Les téléscopages entre décideurs auraient irrité les uns et les autres. On se rappelle, dans ce contexte, l’affaire Omar Chikhi, le « repenti » qui avait publiquement regretté de ne pas avoir tué davantage de journalistes. La gestion de ce personnage a visiblement dérapé et elle aurait suscité, selon des sources crédibles, la mise à l’écart de l’officier en charge de cette affaire. Y a-t-il eu confusion des rôles ou des ordres ? Nos sources ne le précisent pas. Autre couac, La sale guerre de Souaïdia.

Là également, le cafouillage semble avoir été à l’origine du problème. Les attachés militaires en poste à l’étranger auraient été aussi sermonnés par leurs supérieurs qui leur ont reproché de ne pas avoir préparé une riposte adéquate avant la parution du livre incriminé. Les réactions à cet ouvrage ont d’ailleurs été assez curieuses. Les relais médiatiques et diplomatiques ayant été inefficaces, le chef de l’état-major, lui même, en l’occurrence le général Mohamed Lamari, a dû s’exprimer publiquement dans « l’ordre du jour » d’El Djeïch pour défendre son institution et tenter de discréditer le livre de Souaïdia. Le président Bouteflika n’a réagi que bien plus tard et de l’étranger.

On est loin du front uni du pouvoir face aux attaques extérieures, attaques qui auraient été d’ailleurs déjouées avant qu’elles ne soient finalisées. Il semble que le relâchement de la cohésion du pouvoir soit dû à la démarche toute personnelle de Bouteflika.

Les prérogatives octroyées à sa famille et à ses proches et sa propension à s’arroger la décision déstabilisent et agacent un pouvoir accoutumé à gérer solidairement et dans l’opacité les affaires du pays. Deux officiers supérieurs ont déjà claqué la porte de la présidence, outrés par le comportement du frère du Président. Il a été dit , il y a quelques semaines, que le général Toufik avait été relevé de ses fonctions par Bouteflika sans consultation de l’état-major.

Le communiqué adressé à la télévision aurait été intercepté in extremis par Larbi Belkheir. Tous ces bruits, même s’ils ne sont pas fondés, ne présagent rien de bon pour la stabilité au sommet de l’État. Dans le même temps, il serait peut-être salutaire pour l’Algérie d’ouvrir un vrai débat sur le rôle de ces institutions, notamment l’ANP et la présidence. L’ANP, qui ne cesse de revendiquer son « apolitisme », devrait à l’avenir assumer en toute clarté sa place dans la gestion politique du pays.
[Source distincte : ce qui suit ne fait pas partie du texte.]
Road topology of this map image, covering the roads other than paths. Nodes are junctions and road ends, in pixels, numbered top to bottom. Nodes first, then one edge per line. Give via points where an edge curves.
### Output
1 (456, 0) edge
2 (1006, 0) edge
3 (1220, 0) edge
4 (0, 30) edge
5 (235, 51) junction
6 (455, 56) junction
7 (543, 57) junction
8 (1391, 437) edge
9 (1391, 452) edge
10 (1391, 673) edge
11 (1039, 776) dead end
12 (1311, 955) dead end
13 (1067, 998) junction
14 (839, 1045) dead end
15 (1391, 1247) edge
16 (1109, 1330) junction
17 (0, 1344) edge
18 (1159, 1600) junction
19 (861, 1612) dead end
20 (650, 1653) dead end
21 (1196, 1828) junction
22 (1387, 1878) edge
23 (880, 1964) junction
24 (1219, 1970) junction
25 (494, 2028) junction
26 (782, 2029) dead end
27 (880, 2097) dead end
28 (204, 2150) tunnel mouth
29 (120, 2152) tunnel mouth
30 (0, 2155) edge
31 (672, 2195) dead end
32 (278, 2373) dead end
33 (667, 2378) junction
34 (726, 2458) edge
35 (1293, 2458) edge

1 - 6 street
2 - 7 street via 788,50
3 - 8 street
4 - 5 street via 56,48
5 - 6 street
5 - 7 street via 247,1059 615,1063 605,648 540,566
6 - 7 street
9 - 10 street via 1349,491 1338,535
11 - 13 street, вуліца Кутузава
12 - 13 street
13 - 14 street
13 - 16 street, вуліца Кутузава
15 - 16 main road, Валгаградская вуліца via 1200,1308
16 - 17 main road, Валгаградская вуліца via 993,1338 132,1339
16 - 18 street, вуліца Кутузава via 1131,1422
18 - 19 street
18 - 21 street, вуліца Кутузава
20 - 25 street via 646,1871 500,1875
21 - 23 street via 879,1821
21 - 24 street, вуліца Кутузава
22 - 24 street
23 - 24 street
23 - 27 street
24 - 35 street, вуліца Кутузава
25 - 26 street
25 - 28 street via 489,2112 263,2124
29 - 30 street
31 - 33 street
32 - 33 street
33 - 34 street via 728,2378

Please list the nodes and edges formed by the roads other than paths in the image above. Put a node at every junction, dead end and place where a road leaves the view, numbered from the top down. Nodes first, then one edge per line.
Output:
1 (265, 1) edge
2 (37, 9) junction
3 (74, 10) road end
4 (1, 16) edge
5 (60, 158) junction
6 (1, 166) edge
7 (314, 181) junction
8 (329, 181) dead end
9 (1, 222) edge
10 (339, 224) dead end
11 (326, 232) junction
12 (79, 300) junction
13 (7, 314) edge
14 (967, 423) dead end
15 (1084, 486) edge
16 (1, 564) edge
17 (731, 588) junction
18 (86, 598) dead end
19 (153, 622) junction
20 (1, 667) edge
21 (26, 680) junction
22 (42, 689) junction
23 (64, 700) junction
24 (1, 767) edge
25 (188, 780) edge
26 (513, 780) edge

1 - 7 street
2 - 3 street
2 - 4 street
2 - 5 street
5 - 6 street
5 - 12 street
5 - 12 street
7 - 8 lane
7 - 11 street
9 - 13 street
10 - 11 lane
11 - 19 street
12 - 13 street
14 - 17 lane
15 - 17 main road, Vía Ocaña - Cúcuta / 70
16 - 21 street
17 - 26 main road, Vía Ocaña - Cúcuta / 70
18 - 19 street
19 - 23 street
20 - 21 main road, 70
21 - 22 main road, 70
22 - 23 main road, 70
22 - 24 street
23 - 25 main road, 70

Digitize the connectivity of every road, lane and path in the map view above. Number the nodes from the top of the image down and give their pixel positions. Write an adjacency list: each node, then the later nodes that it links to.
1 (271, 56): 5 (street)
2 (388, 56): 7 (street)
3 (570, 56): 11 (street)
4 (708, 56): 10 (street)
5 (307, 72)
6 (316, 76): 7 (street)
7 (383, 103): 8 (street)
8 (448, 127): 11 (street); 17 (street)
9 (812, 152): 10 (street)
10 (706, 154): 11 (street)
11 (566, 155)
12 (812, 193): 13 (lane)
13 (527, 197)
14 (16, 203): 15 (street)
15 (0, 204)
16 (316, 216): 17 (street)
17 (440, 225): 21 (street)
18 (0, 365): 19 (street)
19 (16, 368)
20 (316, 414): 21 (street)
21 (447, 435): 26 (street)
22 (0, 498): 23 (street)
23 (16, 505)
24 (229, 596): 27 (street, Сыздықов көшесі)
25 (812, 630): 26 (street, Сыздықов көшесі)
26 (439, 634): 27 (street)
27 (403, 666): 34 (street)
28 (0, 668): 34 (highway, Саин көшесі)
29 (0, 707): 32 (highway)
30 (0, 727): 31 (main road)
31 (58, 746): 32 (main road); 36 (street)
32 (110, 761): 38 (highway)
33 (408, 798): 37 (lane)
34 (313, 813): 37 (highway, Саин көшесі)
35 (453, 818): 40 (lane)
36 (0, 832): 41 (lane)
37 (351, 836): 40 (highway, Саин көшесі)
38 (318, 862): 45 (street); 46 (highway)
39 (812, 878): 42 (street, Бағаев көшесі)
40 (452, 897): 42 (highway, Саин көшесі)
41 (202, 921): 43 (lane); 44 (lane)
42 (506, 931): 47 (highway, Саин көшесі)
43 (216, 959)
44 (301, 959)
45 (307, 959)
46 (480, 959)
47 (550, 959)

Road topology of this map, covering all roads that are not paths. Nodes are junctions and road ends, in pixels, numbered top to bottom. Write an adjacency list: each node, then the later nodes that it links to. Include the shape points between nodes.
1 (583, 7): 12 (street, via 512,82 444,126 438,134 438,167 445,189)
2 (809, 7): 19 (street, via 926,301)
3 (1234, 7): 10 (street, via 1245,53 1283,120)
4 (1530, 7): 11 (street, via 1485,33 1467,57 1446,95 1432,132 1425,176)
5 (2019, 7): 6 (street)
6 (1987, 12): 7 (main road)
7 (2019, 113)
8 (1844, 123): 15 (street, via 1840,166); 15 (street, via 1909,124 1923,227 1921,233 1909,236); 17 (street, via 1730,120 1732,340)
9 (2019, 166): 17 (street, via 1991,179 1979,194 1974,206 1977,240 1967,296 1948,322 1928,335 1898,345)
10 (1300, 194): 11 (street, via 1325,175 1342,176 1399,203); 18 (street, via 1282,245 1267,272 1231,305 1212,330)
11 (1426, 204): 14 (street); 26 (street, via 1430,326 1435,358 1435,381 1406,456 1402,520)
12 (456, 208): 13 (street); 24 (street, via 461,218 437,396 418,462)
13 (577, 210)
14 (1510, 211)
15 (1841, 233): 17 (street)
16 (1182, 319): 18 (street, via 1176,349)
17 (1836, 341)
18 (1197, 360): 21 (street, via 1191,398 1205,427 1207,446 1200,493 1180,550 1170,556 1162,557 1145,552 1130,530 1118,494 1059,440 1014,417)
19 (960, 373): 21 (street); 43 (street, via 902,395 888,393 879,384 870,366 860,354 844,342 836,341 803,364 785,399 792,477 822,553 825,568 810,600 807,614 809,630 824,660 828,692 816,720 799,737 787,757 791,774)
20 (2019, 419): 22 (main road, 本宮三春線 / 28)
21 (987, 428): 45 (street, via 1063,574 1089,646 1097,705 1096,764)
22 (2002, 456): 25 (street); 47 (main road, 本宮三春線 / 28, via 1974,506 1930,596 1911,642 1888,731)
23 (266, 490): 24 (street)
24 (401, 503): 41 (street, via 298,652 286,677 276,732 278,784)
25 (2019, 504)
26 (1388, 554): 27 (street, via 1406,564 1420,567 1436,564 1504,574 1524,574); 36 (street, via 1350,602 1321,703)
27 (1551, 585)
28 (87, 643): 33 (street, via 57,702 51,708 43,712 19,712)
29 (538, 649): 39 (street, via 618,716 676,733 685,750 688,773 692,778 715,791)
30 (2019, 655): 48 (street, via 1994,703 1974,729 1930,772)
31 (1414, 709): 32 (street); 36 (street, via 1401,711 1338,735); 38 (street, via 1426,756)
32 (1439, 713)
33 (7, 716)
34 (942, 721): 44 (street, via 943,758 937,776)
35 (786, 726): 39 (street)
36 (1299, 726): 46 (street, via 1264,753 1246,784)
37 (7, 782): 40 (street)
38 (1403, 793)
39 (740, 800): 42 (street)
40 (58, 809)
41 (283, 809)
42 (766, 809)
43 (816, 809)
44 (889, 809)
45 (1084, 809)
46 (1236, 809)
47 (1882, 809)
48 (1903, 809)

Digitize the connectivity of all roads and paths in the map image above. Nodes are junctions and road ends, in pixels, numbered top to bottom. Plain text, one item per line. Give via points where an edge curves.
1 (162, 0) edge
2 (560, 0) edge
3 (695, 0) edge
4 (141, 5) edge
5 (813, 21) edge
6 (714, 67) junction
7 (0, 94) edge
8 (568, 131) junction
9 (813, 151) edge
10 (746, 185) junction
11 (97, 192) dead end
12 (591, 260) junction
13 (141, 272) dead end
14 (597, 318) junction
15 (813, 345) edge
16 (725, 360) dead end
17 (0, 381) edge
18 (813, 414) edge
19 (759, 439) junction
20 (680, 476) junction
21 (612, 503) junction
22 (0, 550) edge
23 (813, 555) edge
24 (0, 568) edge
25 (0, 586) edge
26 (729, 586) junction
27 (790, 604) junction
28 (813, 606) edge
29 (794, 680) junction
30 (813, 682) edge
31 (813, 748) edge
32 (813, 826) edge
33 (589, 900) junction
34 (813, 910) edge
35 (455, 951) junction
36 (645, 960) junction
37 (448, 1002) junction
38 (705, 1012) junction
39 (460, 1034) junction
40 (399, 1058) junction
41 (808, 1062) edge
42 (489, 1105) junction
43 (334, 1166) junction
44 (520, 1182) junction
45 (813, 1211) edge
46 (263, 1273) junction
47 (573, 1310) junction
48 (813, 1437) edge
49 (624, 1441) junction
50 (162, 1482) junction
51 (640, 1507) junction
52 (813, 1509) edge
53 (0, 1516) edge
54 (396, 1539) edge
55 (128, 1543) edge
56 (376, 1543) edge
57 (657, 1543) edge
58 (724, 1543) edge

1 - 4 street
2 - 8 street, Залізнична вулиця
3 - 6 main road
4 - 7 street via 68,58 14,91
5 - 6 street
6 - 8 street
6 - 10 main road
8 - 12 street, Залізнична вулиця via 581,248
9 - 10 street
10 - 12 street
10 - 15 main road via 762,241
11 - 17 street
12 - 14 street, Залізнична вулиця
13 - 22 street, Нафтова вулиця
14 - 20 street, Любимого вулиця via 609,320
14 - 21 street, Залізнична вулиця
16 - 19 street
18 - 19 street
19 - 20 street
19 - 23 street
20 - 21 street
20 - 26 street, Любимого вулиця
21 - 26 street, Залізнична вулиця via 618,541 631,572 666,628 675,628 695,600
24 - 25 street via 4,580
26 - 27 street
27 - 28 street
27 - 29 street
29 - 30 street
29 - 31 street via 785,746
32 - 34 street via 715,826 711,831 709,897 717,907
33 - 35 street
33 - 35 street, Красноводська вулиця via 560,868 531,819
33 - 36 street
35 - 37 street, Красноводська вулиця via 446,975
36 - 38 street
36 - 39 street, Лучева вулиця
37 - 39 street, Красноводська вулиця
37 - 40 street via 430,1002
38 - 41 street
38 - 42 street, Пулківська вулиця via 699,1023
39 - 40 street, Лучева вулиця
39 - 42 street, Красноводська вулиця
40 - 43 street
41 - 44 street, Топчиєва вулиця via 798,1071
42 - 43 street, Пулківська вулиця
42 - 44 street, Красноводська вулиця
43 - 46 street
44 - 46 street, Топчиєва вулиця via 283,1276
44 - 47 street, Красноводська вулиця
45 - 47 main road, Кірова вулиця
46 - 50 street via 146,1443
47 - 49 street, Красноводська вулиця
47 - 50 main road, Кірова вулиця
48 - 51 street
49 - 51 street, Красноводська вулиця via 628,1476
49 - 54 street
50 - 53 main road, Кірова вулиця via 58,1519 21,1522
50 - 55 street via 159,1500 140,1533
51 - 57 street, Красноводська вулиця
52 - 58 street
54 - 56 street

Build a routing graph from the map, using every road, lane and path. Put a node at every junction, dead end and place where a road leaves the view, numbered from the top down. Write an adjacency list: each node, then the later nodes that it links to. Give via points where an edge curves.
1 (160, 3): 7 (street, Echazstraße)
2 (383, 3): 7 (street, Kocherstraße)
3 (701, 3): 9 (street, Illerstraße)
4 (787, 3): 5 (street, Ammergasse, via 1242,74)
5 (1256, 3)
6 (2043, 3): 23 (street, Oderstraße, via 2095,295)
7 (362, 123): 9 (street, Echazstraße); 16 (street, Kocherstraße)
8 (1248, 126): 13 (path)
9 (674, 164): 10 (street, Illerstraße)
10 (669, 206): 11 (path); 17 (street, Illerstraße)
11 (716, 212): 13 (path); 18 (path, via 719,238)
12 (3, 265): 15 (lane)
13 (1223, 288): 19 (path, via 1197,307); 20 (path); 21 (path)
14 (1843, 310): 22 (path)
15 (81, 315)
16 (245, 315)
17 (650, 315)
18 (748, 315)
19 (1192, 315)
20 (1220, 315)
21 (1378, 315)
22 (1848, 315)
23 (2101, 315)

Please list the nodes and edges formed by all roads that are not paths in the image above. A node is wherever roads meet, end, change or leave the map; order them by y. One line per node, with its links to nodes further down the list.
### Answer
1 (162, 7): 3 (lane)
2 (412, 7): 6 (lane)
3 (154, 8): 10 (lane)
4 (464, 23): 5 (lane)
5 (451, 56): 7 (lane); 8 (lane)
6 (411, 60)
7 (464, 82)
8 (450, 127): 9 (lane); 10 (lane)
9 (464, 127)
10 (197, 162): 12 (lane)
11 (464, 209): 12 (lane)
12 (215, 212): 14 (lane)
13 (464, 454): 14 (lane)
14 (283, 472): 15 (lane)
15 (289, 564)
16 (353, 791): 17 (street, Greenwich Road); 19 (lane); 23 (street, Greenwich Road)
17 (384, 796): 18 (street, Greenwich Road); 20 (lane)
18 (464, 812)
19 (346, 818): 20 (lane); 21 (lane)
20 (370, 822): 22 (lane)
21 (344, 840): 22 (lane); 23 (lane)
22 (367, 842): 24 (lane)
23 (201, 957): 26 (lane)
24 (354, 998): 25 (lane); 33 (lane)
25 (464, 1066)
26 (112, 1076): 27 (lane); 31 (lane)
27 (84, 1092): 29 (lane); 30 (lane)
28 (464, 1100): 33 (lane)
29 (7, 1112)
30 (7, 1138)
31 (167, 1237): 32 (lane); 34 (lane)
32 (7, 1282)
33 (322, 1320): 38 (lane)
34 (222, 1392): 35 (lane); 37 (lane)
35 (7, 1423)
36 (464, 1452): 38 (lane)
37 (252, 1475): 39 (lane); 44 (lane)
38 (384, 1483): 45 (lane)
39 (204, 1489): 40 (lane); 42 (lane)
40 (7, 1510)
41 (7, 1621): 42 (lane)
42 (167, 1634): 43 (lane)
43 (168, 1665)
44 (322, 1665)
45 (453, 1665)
Car enfin, n’a-t-elle pas cautionné, voire choisi, des présidents de la République dont Bouteflika ? Les non-dits ne servent qu’à alimenter les critiques et discréditer les autres institutions de la République, présentées ici et ailleurs comme des instruments entre les mains des militaires. Le départ du général Toufik, s’il survenait, confirmerait justement la responsabilité de l’ANP dans la désignation des responsables politiques. Pis ou mieux, c’est selon, Bouteflika aura gagné une première manche dans sa bataille pour conquérir le pouvoir, tout le pouvoir. Quel effet sur l’Algérie ? La réponse est dans les récentes décisions du gouvernement et de ses projets de loi. En réalité, ce n’est pas le départ d’un général dont le pays a besoin mais d’une profonde réorientation de la démarche politique du pouvoir.

Quant aux algériens, ils doivent à présent se corriger de leur fâcheuse tendance à croire que les règlements de compte entre clans du pouvoir peuvent résoudre leurs propres problèmes.